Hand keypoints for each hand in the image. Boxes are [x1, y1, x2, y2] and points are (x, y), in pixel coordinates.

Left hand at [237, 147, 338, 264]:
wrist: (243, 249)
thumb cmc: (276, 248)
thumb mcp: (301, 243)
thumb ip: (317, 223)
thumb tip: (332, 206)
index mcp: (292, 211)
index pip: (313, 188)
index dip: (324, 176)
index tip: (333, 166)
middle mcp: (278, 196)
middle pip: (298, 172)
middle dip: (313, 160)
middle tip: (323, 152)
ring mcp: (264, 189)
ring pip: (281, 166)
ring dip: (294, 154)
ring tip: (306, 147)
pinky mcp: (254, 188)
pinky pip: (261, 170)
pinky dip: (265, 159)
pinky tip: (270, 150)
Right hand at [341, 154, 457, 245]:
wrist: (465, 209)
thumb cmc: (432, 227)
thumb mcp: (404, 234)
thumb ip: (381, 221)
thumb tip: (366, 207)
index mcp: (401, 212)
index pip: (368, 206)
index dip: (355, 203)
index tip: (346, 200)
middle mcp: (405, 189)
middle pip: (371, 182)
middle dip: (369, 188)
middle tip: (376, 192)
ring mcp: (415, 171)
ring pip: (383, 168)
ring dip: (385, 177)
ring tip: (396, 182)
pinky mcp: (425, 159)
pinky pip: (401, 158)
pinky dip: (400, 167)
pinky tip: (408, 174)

--

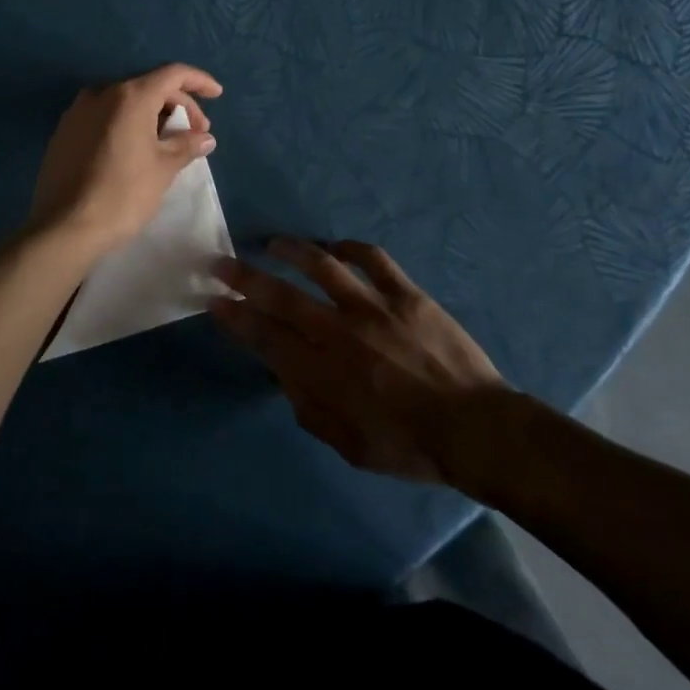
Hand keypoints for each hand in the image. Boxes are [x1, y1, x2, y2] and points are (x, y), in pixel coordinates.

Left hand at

...

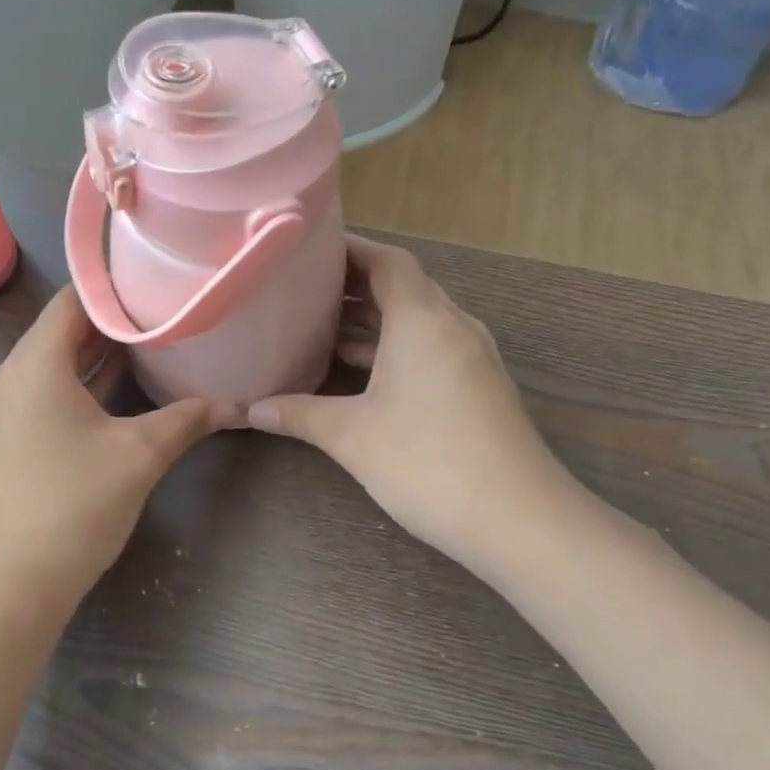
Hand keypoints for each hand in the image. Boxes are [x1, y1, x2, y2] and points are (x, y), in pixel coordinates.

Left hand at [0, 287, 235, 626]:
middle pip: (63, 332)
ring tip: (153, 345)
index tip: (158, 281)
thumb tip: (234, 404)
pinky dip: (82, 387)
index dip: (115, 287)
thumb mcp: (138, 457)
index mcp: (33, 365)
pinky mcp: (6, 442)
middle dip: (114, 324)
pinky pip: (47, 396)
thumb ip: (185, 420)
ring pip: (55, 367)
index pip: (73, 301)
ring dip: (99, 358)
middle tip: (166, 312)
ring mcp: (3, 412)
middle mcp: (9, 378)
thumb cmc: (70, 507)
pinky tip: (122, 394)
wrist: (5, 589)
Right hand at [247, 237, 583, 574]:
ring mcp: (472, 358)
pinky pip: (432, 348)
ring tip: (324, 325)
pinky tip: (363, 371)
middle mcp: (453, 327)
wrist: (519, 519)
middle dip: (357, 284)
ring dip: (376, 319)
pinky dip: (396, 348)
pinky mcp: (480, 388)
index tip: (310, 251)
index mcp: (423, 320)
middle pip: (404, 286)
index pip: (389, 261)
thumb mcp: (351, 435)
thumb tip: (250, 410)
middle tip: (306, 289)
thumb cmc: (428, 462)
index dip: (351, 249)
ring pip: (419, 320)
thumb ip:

* Exercise details *
Out of the material above, gather each line where "Left" appears.

* Reply to the exercise *
Left hand at [237, 147, 338, 264]:
Left hand at
Left hand at [0, 287, 235, 626]:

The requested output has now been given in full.